В одном, без сомнения, был прав "кремлевский призрак", когда говорил, что люди еще затоскуют по утраченному величию, если утрата все-таки состоится. Затоскуют и поймут, что трусость и слабость двигала теми, кто поднял руку на величественный замысел, и презрение потомков будет им приговором. Заговор трусов и хлюпиков…
А может, заговор… просто заговор… И не первый… Действительно, а что, если все гораздо проще: исполнение тщательно продуманного плана, то же нашествие варваров, варварских разрушительных идей? О, Боже, если бы так! Тогда – пустое. Заговоры против истории обречены.
"Где это мы уже?" – подумал Павел Дмитриевич, и дрогнуло сердце. Он что-то узнал. Первое узнавание! Вот оно! Случилось. Районный центр. Бывший уездный. Еще даже не понял, что узналось, но волнение, которого не ожидал, схватило сердце и чуть сжало его. Была боль. Реальное болевое ощущение, но… приятное. Появилось желание продлить его, понаблюдать за ним сознанием, как бы похлопать по плечу, а если перейдет грань допустимого, волевым актом снять боль…

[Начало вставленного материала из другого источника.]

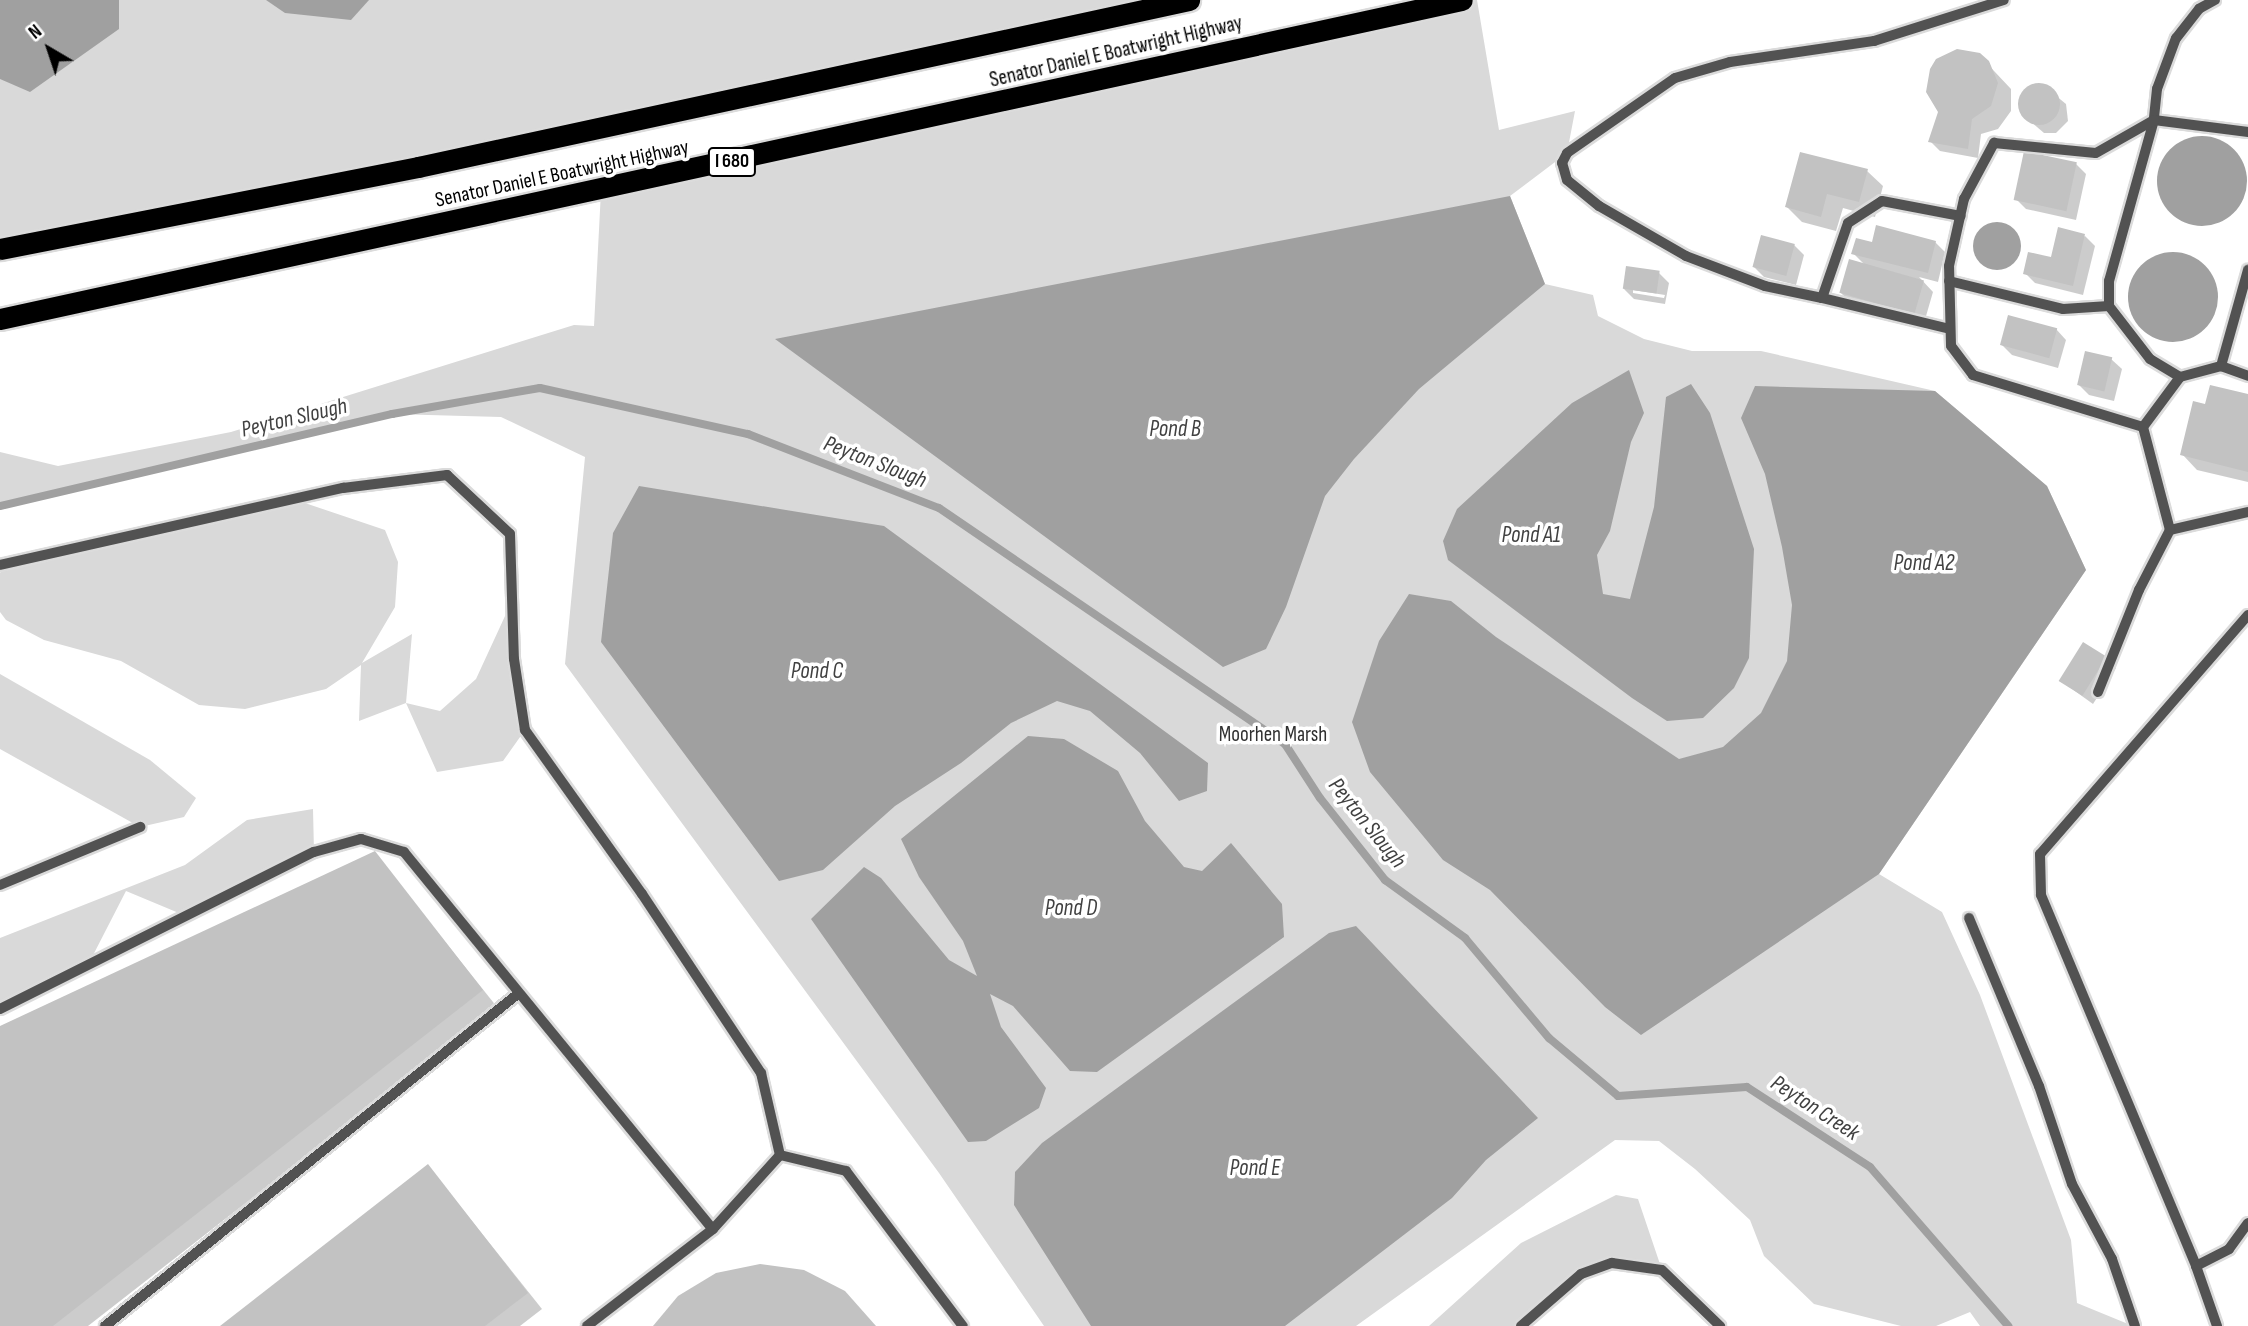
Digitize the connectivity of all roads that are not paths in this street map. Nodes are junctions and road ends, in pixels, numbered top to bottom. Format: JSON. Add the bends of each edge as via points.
{"nodes":[{"id":1,"x":1189,"y":0,"type":"edge"},
{"id":2,"x":1462,"y":0,"type":"edge"},
{"id":3,"x":2004,"y":0,"type":"edge"},
{"id":4,"x":2215,"y":0,"type":"edge"},
{"id":5,"x":2154,"y":120,"type":"junction"},
{"id":6,"x":2248,"y":132,"type":"edge"},
{"id":7,"x":1961,"y":216,"type":"junction"},
{"id":8,"x":0,"y":249,"type":"edge"},
{"id":9,"x":2248,"y":270,"type":"edge"},
{"id":10,"x":1949,"y":281,"type":"junction"},
{"id":11,"x":1822,"y":298,"type":"junction"},
{"id":12,"x":2109,"y":306,"type":"junction"},
{"id":13,"x":0,"y":319,"type":"edge"},
{"id":14,"x":1950,"y":330,"type":"junction"},
{"id":15,"x":2221,"y":366,"type":"junction"},
{"id":16,"x":2248,"y":376,"type":"edge"},
{"id":17,"x":2180,"y":377,"type":"junction"},
{"id":18,"x":2143,"y":427,"type":"junction"},
{"id":19,"x":2248,"y":512,"type":"edge"},
{"id":20,"x":2170,"y":530,"type":"junction"},
{"id":21,"x":0,"y":565,"type":"edge"},
{"id":22,"x":2248,"y":615,"type":"edge"},
{"id":23,"x":2098,"y":692,"type":"dead end"},
{"id":24,"x":140,"y":827,"type":"dead end"},
{"id":25,"x":0,"y":885,"type":"edge"},
{"id":26,"x":1969,"y":918,"type":"dead end"},
{"id":27,"x":520,"y":993,"type":"junction"},
{"id":28,"x":0,"y":1009,"type":"edge"},
{"id":29,"x":780,"y":1155,"type":"junction"},
{"id":30,"x":2248,"y":1223,"type":"edge"},
{"id":31,"x":713,"y":1229,"type":"junction"},
{"id":32,"x":2196,"y":1266,"type":"junction"},
{"id":33,"x":105,"y":1326,"type":"edge"},
{"id":34,"x":587,"y":1326,"type":"edge"},
{"id":35,"x":963,"y":1326,"type":"edge"},
{"id":36,"x":1521,"y":1326,"type":"edge"},
{"id":37,"x":1720,"y":1326,"type":"edge"},
{"id":38,"x":2134,"y":1326,"type":"edge"},
{"id":39,"x":2217,"y":1326,"type":"edge"}],
"edges":[{"from":1,"to":8,"type":"highway","name":"Senator Daniel E Boatwright Highway","via":[[418,167]]},
{"from":2,"to":13,"type":"highway","name":"Senator Daniel E Boatwright Highway","number":"I 680"},
{"from":3,"to":11,"type":"lane","via":[[1874,41],[1730,62],[1675,78],[1567,153],[1562,163],[1567,180],[1610,212],[1686,256],[1765,286]]},
{"from":4,"to":5,"type":"lane","via":[[2199,9],[2176,37],[2157,89]]},
{"from":5,"to":6,"type":"lane"},
{"from":5,"to":7,"type":"lane","via":[[2096,153],[1994,143],[1964,199]]},
{"from":5,"to":12,"type":"lane","via":[[2109,281]]},
{"from":7,"to":10,"type":"lane"},
{"from":7,"to":11,"type":"lane","via":[[1882,201],[1848,223]]},
{"from":9,"to":15,"type":"lane"},
{"from":10,"to":12,"type":"lane","via":[[2063,309]]},
{"from":10,"to":14,"type":"lane"},
{"from":11,"to":14,"type":"lane"},
{"from":12,"to":17,"type":"lane","via":[[2150,359]]},
{"from":14,"to":18,"type":"lane","via":[[1951,346],[1973,375]]},
{"from":15,"to":16,"type":"lane"},
{"from":15,"to":17,"type":"lane"},
{"from":17,"to":18,"type":"lane"},
{"from":18,"to":20,"type":"lane"},
{"from":19,"to":20,"type":"lane"},
{"from":20,"to":23,"type":"lane","via":[[2138,590]]},
{"from":21,"to":29,"type":"lane","via":[[343,488],[447,475],[510,534],[514,659],[525,730],[761,1073]]},
{"from":22,"to":32,"type":"lane","via":[[2040,854],[2041,895]]},
{"from":24,"to":25,"type":"lane"},
{"from":26,"to":38,"type":"lane","via":[[2039,1086],[2072,1184],[2112,1259]]},
{"from":27,"to":28,"type":"lane","via":[[404,852],[361,839],[314,852]]},
{"from":27,"to":31,"type":"lane"},
{"from":27,"to":33,"type":"lane"},
{"from":29,"to":31,"type":"lane"},
{"from":29,"to":35,"type":"lane","via":[[846,1171]]},
{"from":30,"to":32,"type":"lane","via":[[2229,1249]]},
{"from":31,"to":34,"type":"lane"},
{"from":32,"to":39,"type":"lane"},
{"from":36,"to":37,"type":"lane","via":[[1581,1274],[1612,1264],[1662,1270]]}]}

Сбросив скорость, они продвигались по главной улице бывшего уезда, спотыкаясь о пешеходов, пересекающих улицу без малейшего внимания к транспорту.
"Что же это такое? – с обидой подумал Павел Дмитриевич, – Полвека прошло, а городишко каким был, таким и остался". Но, присмотревшись и покрутив головой по сторонам, понял, что прав лишь отчасти. По бокам в разных направлениях разбегались кварталы пятиэтажек, и лишь эта главная улица, застроенная в начале века купцами средней руки, сохранилась и резала глаза памятностью чуть ли не каждого дома.
Поймал себя на том, что хотел бы вообще не узнавать, а лишь по-доброму удивляться переменам. Однако доброго удивления не получалось. Пятиэтажные кварталы смотрелись как времянки, а она, эта улица лавочников, купцов и содержателей всякого рода заведений давно издохшего режима, словно вызов бросала всему новому, что обступало ее со всех сторон в безуспешной попытке подмять, перелицевать, лишить права на вызов.
Вот две девятиэтажки по обеим сторонам вплотную нависли над улицей прошлого, нависли и даже будто чуть прогнулись вперед, и тень одной из них перекрыла сверкание здания белого камня, бывшего крестьянского банка, а потом, в двадцатых, – уездного совета. Дальше магазин-лавка купца… Господи! Как же его фамилия, ведь такая простая, у всех на языке была… Этаж надстроили… Тоже магазины… Дальше что? Участок? Память не успевала за глазом. Где-то здесь, на этой улице, пьяный, он в кровь передрался с работягами слепцовского мыловаренного… Вот, вспомнилась фамилия, – купец Слепцов. В двадцатых его все помнили. Замаливая грехи, чего он. только не понастроил… Справа бывшее реальное – его работа. В революцию пропал, а сына уже в тридцатых шлепнули за контру.
И храм этот… Ну надо же!
Павел Дмитриевич ахнул от удивления. Как новенький на горке, с крестами… Храм Николы… так называли…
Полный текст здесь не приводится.